- _YOUR INSTRUCTIONS_
Would you set down all of the entries below exactly as they stand?

Collected data entries

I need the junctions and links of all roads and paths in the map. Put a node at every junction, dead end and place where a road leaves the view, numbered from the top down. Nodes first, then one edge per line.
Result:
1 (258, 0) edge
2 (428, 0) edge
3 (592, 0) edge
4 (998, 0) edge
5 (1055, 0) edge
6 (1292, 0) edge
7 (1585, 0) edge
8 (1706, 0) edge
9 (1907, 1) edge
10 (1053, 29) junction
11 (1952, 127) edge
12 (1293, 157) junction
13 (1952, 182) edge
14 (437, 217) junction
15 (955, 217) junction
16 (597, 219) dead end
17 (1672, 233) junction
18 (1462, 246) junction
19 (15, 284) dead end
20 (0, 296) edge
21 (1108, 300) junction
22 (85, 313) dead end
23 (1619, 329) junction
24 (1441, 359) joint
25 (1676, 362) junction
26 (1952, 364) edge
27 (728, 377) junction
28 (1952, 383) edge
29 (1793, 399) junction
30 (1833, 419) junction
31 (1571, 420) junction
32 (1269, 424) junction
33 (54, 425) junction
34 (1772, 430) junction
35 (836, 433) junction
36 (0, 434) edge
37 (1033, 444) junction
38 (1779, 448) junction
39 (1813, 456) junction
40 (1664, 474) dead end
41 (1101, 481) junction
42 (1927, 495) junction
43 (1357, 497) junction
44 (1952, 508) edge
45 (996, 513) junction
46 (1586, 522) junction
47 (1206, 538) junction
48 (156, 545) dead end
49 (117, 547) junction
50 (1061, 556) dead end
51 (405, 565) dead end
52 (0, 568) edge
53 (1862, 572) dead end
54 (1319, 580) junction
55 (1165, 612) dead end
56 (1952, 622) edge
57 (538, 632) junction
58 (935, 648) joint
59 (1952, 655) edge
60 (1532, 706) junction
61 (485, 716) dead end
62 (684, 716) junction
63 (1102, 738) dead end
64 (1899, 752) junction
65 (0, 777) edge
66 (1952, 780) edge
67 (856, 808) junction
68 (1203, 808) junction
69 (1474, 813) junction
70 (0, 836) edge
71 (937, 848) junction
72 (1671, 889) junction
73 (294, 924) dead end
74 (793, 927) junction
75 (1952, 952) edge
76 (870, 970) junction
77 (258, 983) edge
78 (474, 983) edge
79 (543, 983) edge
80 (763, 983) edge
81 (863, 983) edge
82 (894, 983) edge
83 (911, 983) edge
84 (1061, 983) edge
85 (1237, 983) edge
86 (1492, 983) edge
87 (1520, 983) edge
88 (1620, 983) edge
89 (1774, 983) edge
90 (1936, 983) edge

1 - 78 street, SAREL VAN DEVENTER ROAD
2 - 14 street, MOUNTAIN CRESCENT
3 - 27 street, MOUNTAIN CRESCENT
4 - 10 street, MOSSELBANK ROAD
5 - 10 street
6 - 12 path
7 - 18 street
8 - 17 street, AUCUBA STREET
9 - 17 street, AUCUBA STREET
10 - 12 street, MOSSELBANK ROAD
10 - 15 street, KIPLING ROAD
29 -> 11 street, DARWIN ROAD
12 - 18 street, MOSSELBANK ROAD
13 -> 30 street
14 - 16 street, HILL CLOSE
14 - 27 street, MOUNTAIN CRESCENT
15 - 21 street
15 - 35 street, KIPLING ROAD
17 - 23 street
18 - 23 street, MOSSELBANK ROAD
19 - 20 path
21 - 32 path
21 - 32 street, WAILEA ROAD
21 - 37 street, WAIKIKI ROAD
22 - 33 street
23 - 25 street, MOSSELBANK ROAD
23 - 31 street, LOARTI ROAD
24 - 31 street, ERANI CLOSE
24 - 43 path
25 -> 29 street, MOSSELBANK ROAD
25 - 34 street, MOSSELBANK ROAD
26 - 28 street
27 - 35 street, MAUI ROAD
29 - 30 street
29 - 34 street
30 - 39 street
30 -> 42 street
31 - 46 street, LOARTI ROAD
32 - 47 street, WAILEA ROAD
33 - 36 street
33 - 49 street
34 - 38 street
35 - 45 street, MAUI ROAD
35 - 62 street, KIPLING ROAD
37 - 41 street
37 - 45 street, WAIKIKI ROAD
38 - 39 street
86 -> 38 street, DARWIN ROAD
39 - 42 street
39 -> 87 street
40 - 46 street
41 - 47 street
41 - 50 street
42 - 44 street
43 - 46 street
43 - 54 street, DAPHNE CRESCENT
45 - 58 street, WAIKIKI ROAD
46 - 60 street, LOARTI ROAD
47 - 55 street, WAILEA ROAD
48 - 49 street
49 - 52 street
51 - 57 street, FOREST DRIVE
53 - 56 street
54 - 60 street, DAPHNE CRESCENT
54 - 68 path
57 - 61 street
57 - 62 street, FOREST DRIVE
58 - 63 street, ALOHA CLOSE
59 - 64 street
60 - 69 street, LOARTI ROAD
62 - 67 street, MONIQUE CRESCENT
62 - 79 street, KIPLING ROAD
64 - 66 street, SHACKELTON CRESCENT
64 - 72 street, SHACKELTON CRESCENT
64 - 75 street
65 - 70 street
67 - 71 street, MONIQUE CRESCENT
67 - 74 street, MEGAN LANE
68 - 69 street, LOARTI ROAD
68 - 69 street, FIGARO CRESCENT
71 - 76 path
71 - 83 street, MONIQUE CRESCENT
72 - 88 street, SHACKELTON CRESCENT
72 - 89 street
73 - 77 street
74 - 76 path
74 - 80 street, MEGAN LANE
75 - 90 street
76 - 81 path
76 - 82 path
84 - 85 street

- _ANSWER SECTION_
I need the junctions and links of all roads and paths in the map. Put a node at every junction, dead end and place where a road leaves the view, numbered from the top down. Nodes first, then one edge per line.
Result:
1 (258, 0) edge
2 (428, 0) edge
3 (592, 0) edge
4 (998, 0) edge
5 (1055, 0) edge
6 (1292, 0) edge
7 (1585, 0) edge
8 (1706, 0) edge
9 (1907, 1) edge
10 (1053, 29) junction
11 (1952, 127) edge
12 (1293, 157) junction
13 (1952, 182) edge
14 (437, 217) junction
15 (955, 217) junction
16 (597, 219) dead end
17 (1672, 233) junction
18 (1462, 246) junction
19 (15, 284) dead end
20 (0, 296) edge
21 (1108, 300) junction
22 (85, 313) dead end
23 (1619, 329) junction
24 (1441, 359) joint
25 (1676, 362) junction
26 (1952, 364) edge
27 (728, 377) junction
28 (1952, 383) edge
29 (1793, 399) junction
30 (1833, 419) junction
31 (1571, 420) junction
32 (1269, 424) junction
33 (54, 425) junction
34 (1772, 430) junction
35 (836, 433) junction
36 (0, 434) edge
37 (1033, 444) junction
38 (1779, 448) junction
39 (1813, 456) junction
40 (1664, 474) dead end
41 (1101, 481) junction
42 (1927, 495) junction
43 (1357, 497) junction
44 (1952, 508) edge
45 (996, 513) junction
46 (1586, 522) junction
47 (1206, 538) junction
48 (156, 545) dead end
49 (117, 547) junction
50 (1061, 556) dead end
51 (405, 565) dead end
52 (0, 568) edge
53 (1862, 572) dead end
54 (1319, 580) junction
55 (1165, 612) dead end
56 (1952, 622) edge
57 (538, 632) junction
58 (935, 648) joint
59 (1952, 655) edge
60 (1532, 706) junction
61 (485, 716) dead end
62 (684, 716) junction
63 (1102, 738) dead end
64 (1899, 752) junction
65 (0, 777) edge
66 (1952, 780) edge
67 (856, 808) junction
68 (1203, 808) junction
69 (1474, 813) junction
70 (0, 836) edge
71 (937, 848) junction
72 (1671, 889) junction
73 (294, 924) dead end
74 (793, 927) junction
75 (1952, 952) edge
76 (870, 970) junction
77 (258, 983) edge
78 (474, 983) edge
79 (543, 983) edge
80 (763, 983) edge
81 (863, 983) edge
82 (894, 983) edge
83 (911, 983) edge
84 (1061, 983) edge
85 (1237, 983) edge
86 (1492, 983) edge
87 (1520, 983) edge
88 (1620, 983) edge
89 (1774, 983) edge
90 (1936, 983) edge

1 - 78 street, SAREL VAN DEVENTER ROAD
2 - 14 street, MOUNTAIN CRESCENT
3 - 27 street, MOUNTAIN CRESCENT
4 - 10 street, MOSSELBANK ROAD
5 - 10 street
6 - 12 path
7 - 18 street
8 - 17 street, AUCUBA STREET
9 - 17 street, AUCUBA STREET
10 - 12 street, MOSSELBANK ROAD
10 - 15 street, KIPLING ROAD
29 -> 11 street, DARWIN ROAD
12 - 18 street, MOSSELBANK ROAD
13 -> 30 street
14 - 16 street, HILL CLOSE
14 - 27 street, MOUNTAIN CRESCENT
15 - 21 street
15 - 35 street, KIPLING ROAD
17 - 23 street
18 - 23 street, MOSSELBANK ROAD
19 - 20 path
21 - 32 path
21 - 32 street, WAILEA ROAD
21 - 37 street, WAIKIKI ROAD
22 - 33 street
23 - 25 street, MOSSELBANK ROAD
23 - 31 street, LOARTI ROAD
24 - 31 street, ERANI CLOSE
24 - 43 path
25 -> 29 street, MOSSELBANK ROAD
25 - 34 street, MOSSELBANK ROAD
26 - 28 street
27 - 35 street, MAUI ROAD
29 - 30 street
29 - 34 street
30 - 39 street
30 -> 42 street
31 - 46 street, LOARTI ROAD
32 - 47 street, WAILEA ROAD
33 - 36 street
33 - 49 street
34 - 38 street
35 - 45 street, MAUI ROAD
35 - 62 street, KIPLING ROAD
37 - 41 street
37 - 45 street, WAIKIKI ROAD
38 - 39 street
86 -> 38 street, DARWIN ROAD
39 - 42 street
39 -> 87 street
40 - 46 street
41 - 47 street
41 - 50 street
42 - 44 street
43 - 46 street
43 - 54 street, DAPHNE CRESCENT
45 - 58 street, WAIKIKI ROAD
46 - 60 street, LOARTI ROAD
47 - 55 street, WAILEA ROAD
48 - 49 street
49 - 52 street
51 - 57 street, FOREST DRIVE
53 - 56 street
54 - 60 street, DAPHNE CRESCENT
54 - 68 path
57 - 61 street
57 - 62 street, FOREST DRIVE
58 - 63 street, ALOHA CLOSE
59 - 64 street
60 - 69 street, LOARTI ROAD
62 - 67 street, MONIQUE CRESCENT
62 - 79 street, KIPLING ROAD
64 - 66 street, SHACKELTON CRESCENT
64 - 72 street, SHACKELTON CRESCENT
64 - 75 street
65 - 70 street
67 - 71 street, MONIQUE CRESCENT
67 - 74 street, MEGAN LANE
68 - 69 street, LOARTI ROAD
68 - 69 street, FIGARO CRESCENT
71 - 76 path
71 - 83 street, MONIQUE CRESCENT
72 - 88 street, SHACKELTON CRESCENT
72 - 89 street
73 - 77 street
74 - 76 path
74 - 80 street, MEGAN LANE
75 - 90 street
76 - 81 path
76 - 82 path
84 - 85 street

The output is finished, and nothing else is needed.